Impactos do desmatamento nos igarapés
Com a remoção da vegetação ciliar, há uma redução significativa da entrada de matéria orgânica nos igarapés. Como consequência, diminui a quantidade de insetos que dependem desse material para sobreviver.
No lugar deles, passam a predominar organismos adaptados a ambientes mais abertos e com maior incidência de luz solar.

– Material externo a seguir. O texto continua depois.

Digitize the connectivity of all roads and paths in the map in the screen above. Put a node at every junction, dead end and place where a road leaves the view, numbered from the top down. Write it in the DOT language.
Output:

Essa mudança altera toda a estrutura da cadeia alimentar, tornando o sistema mais dependente da produção interna, como algas.

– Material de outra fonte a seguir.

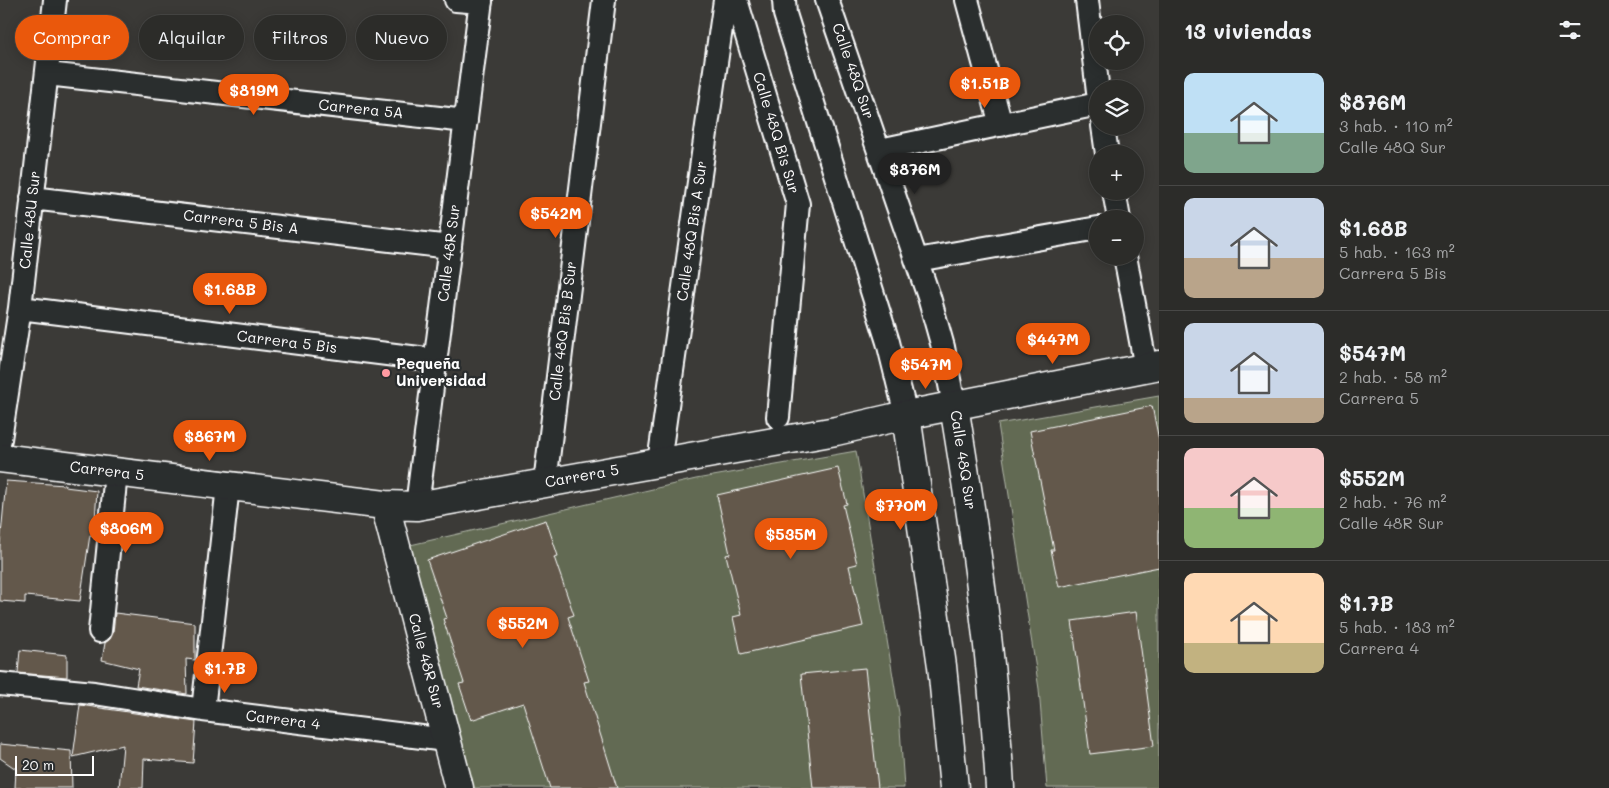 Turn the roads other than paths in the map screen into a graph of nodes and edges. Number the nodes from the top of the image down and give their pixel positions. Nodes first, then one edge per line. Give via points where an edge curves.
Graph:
1 (55, 0) edge
2 (456, 0) edge
3 (604, 0) edge
4 (725, 0) edge
5 (736, 0) edge
6 (784, 0) edge
7 (827, 0) edge
8 (967, 0) edge
9 (1087, 0) edge
10 (481, 1) edge
11 (47, 74) junction
12 (1097, 80) edge
13 (1089, 106) edge
14 (466, 121) junction
15 (1001, 125) junction
16 (880, 150) junction
17 (32, 198) junction
18 (1089, 230) edge
19 (450, 246) junction
20 (917, 260) junction
21 (1127, 265) edge
22 (20, 308) junction
23 (435, 360) junction
24 (1152, 366) edge
25 (954, 406) junction
26 (906, 415) junction
27 (778, 417) dead end
28 (0, 439) edge
29 (0, 458) edge
30 (659, 462) junction
31 (116, 472) junction
32 (545, 483) junction
33 (228, 486) junction
34 (385, 505) junction
35 (417, 506) junction
36 (100, 631) dead end
37 (0, 684) edge
38 (203, 710) junction
39 (446, 740) junction
40 (459, 788) edge
41 (954, 788) edge
42 (1000, 788) edge

1 - 11 street, Calle 48U Sur
2 - 10 street
3 - 32 street, Calle 48Q Bis B Sur
4 - 30 street, Calle 48Q Bis A Sur
5 - 27 street, Calle 48Q Bis Sur via 798,204
6 - 26 street via 785,14 888,342
7 - 16 street, Calle 48Q Sur
8 - 15 street
9 - 12 street
10 - 14 street, Calle 48R Sur
11 - 14 street, Carrera 5A
11 - 17 street, Calle 48U Sur
13 - 15 street
14 - 19 street, Calle 48R Sur
15 - 16 street
16 - 20 street, Calle 48Q Sur
17 - 19 street, Carrera 5 Bis A
17 - 22 street, Calle 48U Sur
18 - 20 street
19 - 23 street, Calle 48R Sur
20 - 25 street, Calle 48Q Sur via 943,347
21 - 24 street
22 - 23 street, Carrera 5 Bis
22 - 28 street, Calle 48U Sur
23 - 35 street, Calle 48R Sur
24 - 25 street, Carrera 5
25 - 26 street, Carrera 5
25 - 42 street, Calle 48Q Sur via 970,498 990,652
26 - 30 street, Carrera 5 via 836,431
26 - 41 street via 942,666
29 - 31 street, Carrera 5
30 - 32 street, Carrera 5
31 - 33 street, Carrera 5
31 - 36 street
32 - 35 street, Carrera 5
33 - 34 street, Carrera 5
33 - 38 street
34 - 35 street, Carrera 5
34 - 39 street, Calle 48R Sur
37 - 38 street, Carrera 4 via 94,693
38 - 39 street, Carrera 4
39 - 40 street, Calle 48R Sur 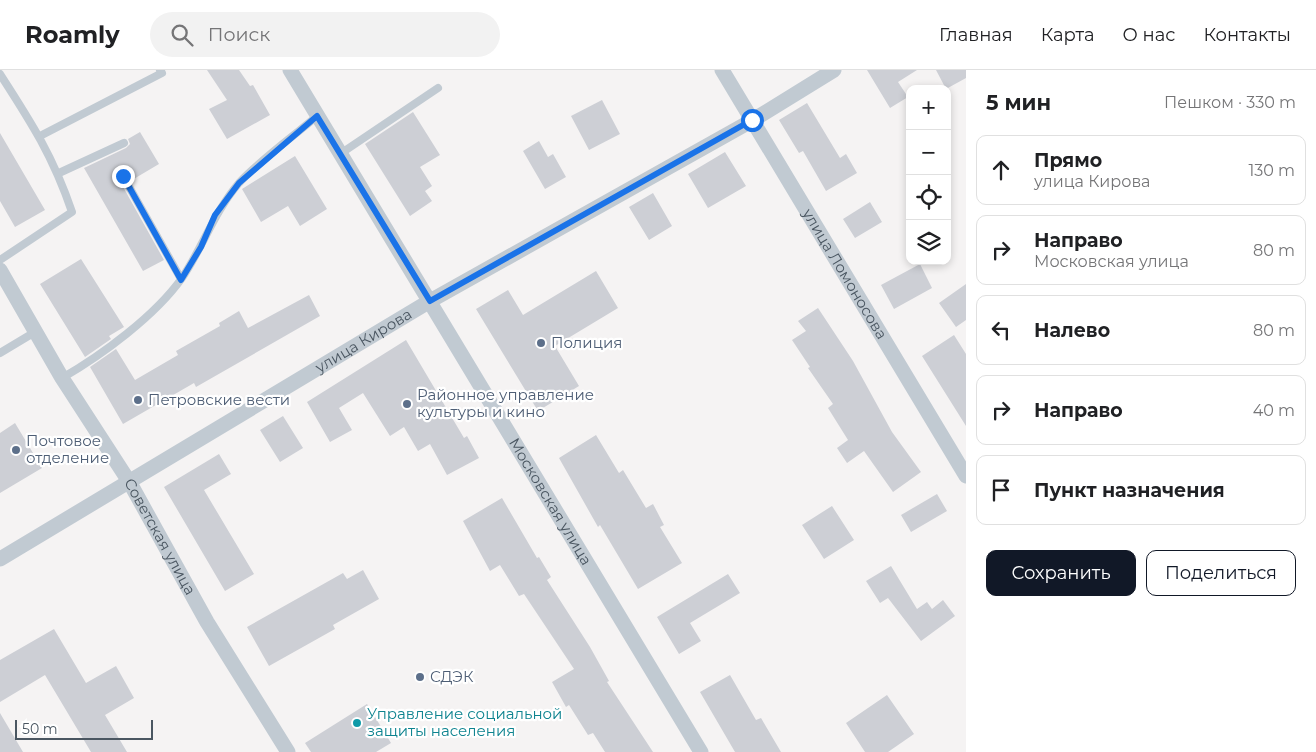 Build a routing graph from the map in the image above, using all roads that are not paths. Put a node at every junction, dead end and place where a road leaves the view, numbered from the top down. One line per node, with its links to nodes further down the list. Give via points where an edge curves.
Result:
1 (160, 70): 9 (lane, via 162,73)
2 (290, 70): 7 (street, Московская улица)
3 (722, 70): 8 (street, улица Ломоносова)
4 (834, 70): 8 (street, улица Кирова)
5 (0, 74): 9 (lane)
6 (438, 88): 11 (lane)
7 (317, 116): 11 (street, Московская улица); 16 (lane, via 239,183 215,215)
8 (752, 120): 17 (street, улица Кирова); 21 (street, улица Ломоносова)
9 (40, 136): 12 (lane)
10 (124, 143): 12 (lane)
11 (340, 154): 17 (street, Московская улица)
12 (59, 173): 14 (lane, via 72,212)
13 (123, 176): 16 (lane)
14 (0, 260)
15 (0, 270): 18 (street, Советская улица)
16 (181, 280): 20 (lane, via 103,354)
17 (430, 301): 22 (street, улица Кирова); 25 (street, Московская улица)
18 (35, 332): 19 (lane); 20 (street, Советская улица)
19 (0, 353)
20 (62, 378): 22 (street, Советская улица)
21 (966, 476)
22 (130, 482): 23 (street, улица Кирова); 24 (street, Советская улица, via 207,622)
23 (0, 559)
24 (288, 752)
25 (701, 752)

De acordo com os pesquisadores, essa transformação pode parecer discreta, mas reorganiza o funcionamento do ecossistema, reduzindo a diversidade e simplificando as relações entre os organismos.
Ecossistemas mais frágeis
A simplificação da cadeia alimentar torna os igarapés mais vulneráveis a impactos ambientais, como aumento da temperatura, períodos de seca e poluição.
Ambientes com menor diversidade tendem a ser menos resilientes, ou seja, possuem menor capacidade de se recuperar diante de novas alterações.
Pressão contínua sobre a floresta
Dados do MapBiomas indicam que o desmatamento segue avançando em diversas áreas da Amazônia, com expansão de atividades agropecuárias e redução da cobertura florestal.
Grande parte dessas transformações ocorre próxima a cursos d’água, mesmo com a existência de legislação que determina a preservação de áreas de vegetação ao redor dos rios e igarapés.
Importância da vegetação ciliar
A vegetação ciliar desempenha papel essencial na proteção dos ecossistemas aquáticos. Além de fornecer matéria orgânica, ela ajuda a regular a temperatura da água, evitar erosões e reduzir o transporte de sedimentos.
Especialistas destacam que a conservação dessas áreas deve ser prioridade em políticas públicas e estratégias de manejo ambiental, garantindo o funcionamento adequado dos ecossistemas.
Um equilíbrio invisível
Embora muitas discussões sobre a Amazônia estejam voltadas para o clima e a biodiversidade terrestre, os ambientes aquáticos também são fundamentais.
Alterações na base da cadeia alimentar podem impactar a fauna aquática, a qualidade da água e até os recursos disponíveis para populações humanas.
O estudo reforça que preservar a floresta não significa apenas proteger o que está acima do solo, mas também garantir o equilíbrio dos sistemas que se desenvolvem dentro da água.